Problem statement
Check each line of the data for "nodes", and copy the ones that have it.

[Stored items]
-- Opening Marker --

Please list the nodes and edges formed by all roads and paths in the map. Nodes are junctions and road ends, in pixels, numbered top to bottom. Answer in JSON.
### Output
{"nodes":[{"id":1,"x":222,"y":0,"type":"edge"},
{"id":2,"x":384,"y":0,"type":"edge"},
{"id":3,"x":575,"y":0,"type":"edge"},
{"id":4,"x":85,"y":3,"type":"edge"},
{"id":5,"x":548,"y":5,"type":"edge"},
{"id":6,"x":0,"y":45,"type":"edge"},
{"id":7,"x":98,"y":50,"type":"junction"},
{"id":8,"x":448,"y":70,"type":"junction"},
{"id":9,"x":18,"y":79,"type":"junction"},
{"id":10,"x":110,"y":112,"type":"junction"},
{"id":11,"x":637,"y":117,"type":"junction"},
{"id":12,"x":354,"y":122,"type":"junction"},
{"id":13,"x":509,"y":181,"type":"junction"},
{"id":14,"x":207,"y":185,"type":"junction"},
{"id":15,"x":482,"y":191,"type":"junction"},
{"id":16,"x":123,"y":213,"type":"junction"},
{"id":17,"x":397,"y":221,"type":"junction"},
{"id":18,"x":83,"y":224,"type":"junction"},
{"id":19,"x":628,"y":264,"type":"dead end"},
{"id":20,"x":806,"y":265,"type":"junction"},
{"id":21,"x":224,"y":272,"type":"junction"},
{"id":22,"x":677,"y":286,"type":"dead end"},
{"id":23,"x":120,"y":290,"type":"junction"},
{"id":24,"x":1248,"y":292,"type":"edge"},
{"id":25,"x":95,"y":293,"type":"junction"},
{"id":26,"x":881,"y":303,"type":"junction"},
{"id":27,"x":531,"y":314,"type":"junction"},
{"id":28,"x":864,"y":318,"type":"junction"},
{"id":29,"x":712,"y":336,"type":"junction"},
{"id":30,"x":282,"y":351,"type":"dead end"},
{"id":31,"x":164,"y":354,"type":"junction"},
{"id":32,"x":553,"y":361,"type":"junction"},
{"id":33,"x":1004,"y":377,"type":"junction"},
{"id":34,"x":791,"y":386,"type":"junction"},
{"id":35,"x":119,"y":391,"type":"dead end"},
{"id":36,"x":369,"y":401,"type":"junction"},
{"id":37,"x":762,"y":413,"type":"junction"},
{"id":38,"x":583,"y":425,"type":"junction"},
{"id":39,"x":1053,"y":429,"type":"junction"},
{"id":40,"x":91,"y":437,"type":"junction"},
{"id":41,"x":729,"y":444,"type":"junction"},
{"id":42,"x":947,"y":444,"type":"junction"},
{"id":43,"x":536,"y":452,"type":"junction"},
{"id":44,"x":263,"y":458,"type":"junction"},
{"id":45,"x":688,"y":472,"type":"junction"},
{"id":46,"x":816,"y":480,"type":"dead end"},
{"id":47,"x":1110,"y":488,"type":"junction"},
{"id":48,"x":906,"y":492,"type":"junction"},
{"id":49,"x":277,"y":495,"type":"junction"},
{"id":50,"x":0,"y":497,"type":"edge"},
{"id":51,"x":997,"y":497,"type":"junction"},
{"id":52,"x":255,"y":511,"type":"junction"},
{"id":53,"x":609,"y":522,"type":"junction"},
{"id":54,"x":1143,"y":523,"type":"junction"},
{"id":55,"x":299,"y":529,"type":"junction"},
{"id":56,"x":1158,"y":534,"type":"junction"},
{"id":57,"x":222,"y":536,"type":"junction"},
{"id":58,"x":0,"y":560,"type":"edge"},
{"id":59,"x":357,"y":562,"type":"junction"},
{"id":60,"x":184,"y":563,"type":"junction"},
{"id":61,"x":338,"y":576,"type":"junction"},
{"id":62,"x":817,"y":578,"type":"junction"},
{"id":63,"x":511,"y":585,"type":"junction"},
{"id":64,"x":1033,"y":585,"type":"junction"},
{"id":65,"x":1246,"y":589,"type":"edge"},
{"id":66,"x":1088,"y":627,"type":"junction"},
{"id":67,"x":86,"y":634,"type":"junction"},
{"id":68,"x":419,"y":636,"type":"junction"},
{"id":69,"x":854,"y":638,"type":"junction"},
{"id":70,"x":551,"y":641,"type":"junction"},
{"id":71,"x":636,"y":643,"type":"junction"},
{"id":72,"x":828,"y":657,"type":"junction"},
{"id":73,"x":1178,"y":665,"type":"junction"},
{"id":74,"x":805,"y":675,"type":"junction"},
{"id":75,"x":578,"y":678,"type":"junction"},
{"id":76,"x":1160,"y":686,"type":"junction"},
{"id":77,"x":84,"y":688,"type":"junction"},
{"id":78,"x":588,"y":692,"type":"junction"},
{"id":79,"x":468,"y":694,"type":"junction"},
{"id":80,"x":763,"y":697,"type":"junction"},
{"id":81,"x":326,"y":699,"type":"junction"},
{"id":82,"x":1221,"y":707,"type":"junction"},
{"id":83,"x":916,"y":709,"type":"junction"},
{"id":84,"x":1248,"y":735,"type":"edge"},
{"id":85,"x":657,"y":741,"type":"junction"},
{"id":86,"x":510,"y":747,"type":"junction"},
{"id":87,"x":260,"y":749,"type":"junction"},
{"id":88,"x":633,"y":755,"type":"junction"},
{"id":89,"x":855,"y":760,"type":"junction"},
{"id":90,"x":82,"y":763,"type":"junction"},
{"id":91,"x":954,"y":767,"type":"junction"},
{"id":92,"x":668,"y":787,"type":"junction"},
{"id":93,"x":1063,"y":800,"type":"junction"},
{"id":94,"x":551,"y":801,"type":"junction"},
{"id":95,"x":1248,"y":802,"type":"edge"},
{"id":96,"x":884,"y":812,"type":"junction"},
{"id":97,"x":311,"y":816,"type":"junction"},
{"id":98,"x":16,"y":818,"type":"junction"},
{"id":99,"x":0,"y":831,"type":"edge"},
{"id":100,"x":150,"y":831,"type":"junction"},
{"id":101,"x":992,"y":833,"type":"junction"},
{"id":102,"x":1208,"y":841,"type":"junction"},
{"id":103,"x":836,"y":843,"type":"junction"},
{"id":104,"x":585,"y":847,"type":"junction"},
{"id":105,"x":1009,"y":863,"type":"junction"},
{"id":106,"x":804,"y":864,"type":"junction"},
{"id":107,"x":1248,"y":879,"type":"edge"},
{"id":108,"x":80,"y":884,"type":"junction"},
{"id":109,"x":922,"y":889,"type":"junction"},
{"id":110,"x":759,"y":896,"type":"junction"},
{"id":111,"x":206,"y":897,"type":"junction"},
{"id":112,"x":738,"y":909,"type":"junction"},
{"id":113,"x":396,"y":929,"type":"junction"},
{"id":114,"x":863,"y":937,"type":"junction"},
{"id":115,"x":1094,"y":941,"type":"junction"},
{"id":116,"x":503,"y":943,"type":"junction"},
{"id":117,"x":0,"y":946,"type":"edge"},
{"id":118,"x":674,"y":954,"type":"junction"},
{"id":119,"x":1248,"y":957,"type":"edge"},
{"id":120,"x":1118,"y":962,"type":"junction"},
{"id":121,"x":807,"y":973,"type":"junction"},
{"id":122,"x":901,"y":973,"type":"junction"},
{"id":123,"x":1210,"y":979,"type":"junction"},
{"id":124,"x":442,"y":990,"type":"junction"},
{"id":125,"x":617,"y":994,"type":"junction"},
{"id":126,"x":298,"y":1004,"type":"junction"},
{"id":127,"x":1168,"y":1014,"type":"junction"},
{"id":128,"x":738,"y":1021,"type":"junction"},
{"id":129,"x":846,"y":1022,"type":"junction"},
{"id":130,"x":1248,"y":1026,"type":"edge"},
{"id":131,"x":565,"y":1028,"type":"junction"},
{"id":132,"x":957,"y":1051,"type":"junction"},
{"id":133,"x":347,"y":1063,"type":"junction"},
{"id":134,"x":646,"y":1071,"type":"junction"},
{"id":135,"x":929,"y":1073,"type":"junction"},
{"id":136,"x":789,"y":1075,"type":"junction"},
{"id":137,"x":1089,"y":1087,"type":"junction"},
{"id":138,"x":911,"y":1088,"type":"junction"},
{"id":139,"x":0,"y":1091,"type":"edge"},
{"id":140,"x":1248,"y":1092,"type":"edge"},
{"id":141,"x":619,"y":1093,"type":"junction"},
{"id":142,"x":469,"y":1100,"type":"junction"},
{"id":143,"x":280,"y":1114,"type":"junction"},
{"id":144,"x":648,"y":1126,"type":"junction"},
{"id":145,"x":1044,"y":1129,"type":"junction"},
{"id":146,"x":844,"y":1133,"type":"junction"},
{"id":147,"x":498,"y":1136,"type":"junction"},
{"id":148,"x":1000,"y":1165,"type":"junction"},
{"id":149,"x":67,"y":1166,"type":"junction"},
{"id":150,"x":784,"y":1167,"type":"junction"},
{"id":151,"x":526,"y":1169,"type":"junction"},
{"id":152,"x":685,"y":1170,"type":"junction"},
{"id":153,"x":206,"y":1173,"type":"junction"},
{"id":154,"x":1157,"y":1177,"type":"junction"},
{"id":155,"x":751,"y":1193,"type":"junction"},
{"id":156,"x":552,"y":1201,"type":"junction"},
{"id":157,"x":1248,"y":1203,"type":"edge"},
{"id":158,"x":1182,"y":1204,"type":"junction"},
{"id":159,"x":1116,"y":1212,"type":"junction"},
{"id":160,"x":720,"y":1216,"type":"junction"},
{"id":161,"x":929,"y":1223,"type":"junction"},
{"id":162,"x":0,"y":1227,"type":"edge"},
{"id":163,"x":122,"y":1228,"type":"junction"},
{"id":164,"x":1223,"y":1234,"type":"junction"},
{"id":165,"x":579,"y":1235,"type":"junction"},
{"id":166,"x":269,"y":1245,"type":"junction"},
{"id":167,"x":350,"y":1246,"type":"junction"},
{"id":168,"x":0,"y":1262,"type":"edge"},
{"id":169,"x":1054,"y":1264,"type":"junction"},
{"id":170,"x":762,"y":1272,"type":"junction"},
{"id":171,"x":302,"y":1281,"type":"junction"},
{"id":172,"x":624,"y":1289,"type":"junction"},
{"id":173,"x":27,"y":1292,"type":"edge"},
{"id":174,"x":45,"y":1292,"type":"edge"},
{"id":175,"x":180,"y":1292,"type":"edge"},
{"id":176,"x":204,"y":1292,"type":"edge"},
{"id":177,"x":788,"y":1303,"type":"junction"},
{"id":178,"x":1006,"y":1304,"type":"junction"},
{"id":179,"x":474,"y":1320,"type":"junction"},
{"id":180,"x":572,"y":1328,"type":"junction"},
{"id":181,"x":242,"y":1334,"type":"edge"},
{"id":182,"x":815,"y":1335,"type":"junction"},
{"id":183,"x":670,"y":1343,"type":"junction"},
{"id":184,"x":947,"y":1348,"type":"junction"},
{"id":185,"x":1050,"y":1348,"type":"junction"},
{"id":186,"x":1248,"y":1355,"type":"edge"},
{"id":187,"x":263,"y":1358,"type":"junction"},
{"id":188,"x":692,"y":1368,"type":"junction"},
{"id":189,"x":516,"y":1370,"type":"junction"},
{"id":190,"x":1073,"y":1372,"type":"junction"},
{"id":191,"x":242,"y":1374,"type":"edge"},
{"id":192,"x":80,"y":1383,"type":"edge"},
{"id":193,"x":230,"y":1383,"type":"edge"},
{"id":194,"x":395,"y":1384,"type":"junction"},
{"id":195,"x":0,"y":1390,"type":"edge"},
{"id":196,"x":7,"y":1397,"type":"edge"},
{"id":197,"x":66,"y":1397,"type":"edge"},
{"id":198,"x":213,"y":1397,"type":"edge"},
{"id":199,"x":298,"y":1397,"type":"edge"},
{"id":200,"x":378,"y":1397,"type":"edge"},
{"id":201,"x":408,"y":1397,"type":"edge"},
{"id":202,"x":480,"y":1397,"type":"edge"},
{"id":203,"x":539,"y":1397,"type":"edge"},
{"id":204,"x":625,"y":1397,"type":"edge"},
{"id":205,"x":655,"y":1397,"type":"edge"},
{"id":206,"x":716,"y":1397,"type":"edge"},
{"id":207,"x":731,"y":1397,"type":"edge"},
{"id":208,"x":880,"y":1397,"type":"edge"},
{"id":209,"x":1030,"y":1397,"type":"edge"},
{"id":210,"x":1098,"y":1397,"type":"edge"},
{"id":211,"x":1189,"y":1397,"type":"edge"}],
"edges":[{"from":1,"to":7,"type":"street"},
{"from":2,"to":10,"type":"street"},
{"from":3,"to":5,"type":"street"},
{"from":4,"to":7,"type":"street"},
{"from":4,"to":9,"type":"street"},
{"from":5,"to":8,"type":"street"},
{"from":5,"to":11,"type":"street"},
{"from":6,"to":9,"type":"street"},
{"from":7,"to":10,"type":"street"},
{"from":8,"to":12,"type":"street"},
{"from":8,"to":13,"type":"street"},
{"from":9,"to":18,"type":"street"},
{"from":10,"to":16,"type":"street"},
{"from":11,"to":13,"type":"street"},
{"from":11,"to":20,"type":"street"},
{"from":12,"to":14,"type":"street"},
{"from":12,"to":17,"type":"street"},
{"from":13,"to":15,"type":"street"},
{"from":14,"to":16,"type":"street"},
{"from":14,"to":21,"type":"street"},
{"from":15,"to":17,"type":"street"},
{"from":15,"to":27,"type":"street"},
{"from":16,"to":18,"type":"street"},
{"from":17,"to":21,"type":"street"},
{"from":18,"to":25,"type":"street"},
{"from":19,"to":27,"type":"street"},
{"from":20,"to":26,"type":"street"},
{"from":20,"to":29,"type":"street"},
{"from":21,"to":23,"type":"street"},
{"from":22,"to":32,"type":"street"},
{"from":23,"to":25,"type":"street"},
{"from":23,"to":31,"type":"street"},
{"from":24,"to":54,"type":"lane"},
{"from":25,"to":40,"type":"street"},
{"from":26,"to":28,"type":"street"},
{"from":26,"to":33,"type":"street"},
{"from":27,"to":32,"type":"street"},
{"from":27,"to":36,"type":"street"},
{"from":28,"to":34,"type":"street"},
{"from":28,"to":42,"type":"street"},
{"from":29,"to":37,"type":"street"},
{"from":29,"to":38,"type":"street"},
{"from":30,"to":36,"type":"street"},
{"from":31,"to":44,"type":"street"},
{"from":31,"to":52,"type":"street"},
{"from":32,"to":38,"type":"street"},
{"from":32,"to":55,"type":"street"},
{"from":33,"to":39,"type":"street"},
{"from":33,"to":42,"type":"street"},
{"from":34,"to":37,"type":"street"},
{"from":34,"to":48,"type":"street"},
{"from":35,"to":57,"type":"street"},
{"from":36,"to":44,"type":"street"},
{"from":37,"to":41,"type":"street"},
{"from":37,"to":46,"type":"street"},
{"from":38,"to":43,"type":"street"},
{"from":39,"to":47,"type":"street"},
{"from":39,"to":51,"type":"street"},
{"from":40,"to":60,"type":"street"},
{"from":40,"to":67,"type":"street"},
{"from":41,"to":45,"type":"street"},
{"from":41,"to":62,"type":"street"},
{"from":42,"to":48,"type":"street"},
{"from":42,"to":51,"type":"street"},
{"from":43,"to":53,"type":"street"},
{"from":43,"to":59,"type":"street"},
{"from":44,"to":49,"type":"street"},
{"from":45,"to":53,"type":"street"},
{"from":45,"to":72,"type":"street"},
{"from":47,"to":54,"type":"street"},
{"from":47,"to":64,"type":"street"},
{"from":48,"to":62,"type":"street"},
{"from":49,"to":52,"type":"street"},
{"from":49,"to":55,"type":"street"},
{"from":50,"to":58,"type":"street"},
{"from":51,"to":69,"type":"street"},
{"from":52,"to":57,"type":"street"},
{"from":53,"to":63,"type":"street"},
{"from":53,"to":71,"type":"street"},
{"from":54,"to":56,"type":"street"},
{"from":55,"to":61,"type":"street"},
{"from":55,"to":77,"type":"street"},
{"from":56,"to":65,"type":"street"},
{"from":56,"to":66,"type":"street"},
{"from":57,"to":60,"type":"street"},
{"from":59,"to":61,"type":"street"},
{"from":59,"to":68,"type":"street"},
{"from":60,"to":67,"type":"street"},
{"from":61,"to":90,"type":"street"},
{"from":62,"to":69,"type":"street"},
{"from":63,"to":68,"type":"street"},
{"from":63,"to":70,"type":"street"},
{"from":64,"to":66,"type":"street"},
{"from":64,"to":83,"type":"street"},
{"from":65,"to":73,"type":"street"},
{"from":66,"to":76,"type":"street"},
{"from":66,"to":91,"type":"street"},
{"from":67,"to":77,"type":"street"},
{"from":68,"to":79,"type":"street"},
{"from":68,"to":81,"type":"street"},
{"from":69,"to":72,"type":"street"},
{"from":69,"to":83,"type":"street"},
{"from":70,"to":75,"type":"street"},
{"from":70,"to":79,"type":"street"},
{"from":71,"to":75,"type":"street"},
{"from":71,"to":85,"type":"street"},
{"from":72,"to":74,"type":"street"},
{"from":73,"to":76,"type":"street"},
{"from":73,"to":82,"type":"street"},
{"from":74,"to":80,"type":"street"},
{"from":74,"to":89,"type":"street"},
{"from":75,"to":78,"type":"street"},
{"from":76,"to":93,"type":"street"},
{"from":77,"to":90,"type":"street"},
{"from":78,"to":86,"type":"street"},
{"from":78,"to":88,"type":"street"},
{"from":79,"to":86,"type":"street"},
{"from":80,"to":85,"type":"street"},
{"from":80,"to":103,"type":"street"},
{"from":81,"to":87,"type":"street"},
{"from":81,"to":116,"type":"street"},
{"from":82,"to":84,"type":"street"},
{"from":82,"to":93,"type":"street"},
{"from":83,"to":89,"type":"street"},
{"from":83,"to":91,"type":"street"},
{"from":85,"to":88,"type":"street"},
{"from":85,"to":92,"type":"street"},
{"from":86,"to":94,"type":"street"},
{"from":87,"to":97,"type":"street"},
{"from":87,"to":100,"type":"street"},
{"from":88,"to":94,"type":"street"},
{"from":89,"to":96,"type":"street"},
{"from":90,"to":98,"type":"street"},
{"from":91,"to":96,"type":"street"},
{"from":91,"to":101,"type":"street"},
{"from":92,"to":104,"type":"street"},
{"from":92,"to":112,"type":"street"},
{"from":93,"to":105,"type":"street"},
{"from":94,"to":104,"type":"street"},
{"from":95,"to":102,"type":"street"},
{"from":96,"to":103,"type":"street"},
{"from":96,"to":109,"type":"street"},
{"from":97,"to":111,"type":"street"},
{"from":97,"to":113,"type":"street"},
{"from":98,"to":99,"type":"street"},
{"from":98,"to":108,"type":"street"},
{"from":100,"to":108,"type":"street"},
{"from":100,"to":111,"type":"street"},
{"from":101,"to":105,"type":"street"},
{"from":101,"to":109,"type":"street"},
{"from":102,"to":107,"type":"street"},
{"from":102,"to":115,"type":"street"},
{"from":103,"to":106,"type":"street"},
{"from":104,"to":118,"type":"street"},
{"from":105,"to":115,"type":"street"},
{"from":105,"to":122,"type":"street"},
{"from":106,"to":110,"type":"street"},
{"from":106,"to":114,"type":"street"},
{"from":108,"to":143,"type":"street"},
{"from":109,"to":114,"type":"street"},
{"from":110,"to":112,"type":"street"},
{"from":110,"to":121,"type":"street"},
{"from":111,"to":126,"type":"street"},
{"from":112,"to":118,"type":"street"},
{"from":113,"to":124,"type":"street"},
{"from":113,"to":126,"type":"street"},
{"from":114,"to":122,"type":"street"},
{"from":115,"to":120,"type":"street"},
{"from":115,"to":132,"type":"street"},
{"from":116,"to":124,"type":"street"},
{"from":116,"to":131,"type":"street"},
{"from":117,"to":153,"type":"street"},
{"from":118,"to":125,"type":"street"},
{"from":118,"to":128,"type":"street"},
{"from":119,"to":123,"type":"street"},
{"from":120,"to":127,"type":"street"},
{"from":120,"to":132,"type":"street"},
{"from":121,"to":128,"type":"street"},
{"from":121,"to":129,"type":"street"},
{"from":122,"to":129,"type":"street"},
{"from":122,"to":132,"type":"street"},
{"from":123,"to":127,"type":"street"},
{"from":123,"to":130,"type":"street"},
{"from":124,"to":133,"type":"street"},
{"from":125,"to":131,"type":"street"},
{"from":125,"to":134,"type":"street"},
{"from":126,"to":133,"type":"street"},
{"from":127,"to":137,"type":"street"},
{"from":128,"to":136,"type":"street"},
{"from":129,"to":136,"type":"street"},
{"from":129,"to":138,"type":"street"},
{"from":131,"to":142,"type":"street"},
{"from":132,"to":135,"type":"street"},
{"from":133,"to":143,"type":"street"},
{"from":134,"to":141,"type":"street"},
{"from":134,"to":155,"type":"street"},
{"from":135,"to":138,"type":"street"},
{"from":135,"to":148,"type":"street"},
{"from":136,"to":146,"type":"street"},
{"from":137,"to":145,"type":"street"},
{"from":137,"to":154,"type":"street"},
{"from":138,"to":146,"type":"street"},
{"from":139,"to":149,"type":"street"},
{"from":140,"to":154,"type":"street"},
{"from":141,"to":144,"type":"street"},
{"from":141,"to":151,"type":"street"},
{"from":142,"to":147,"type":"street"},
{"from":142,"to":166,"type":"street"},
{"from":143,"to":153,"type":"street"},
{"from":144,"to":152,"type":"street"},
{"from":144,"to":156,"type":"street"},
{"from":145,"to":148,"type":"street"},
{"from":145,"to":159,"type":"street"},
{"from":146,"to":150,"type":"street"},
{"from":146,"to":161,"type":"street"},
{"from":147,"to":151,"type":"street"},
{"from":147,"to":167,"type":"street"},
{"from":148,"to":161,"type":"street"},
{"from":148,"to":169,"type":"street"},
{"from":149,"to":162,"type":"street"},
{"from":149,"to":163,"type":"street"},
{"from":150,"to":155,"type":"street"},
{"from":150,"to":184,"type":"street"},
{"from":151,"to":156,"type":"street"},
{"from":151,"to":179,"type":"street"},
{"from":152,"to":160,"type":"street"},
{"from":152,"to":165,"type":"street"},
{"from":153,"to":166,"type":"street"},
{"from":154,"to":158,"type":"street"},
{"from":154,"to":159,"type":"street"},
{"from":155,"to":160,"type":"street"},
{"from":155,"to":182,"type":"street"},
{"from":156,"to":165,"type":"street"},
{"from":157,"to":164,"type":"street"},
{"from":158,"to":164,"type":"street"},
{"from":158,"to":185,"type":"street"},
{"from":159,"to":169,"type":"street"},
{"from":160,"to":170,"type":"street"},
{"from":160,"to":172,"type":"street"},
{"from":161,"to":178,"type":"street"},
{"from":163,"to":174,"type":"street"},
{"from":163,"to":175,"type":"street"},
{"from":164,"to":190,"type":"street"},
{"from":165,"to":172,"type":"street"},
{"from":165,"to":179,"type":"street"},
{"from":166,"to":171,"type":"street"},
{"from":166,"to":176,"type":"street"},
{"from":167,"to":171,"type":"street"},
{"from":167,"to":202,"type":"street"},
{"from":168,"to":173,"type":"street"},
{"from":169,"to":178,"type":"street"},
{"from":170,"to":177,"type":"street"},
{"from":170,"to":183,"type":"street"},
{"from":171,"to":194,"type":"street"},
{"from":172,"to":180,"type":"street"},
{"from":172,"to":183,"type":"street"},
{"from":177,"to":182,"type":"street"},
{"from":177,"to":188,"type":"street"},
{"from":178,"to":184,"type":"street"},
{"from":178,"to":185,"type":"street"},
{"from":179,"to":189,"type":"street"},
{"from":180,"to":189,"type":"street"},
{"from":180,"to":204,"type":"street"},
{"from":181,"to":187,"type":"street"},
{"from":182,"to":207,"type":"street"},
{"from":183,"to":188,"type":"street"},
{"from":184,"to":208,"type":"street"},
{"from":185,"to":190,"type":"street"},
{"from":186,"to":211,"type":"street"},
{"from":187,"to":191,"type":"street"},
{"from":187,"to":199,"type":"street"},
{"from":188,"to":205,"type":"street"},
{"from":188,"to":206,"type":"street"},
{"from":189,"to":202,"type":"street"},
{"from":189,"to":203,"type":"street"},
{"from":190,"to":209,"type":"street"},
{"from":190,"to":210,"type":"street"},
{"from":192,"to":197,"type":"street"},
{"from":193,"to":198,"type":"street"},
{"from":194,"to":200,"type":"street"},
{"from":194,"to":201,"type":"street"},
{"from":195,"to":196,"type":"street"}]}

-- Closing Marker --

Reply to the exercise
Please list the nodes and edges formed by all roads and paths in the map. Nodes are junctions and road ends, in pixels, numbered top to bottom. Answer in JSON.
{"nodes":[{"id":1,"x":222,"y":0,"type":"edge"},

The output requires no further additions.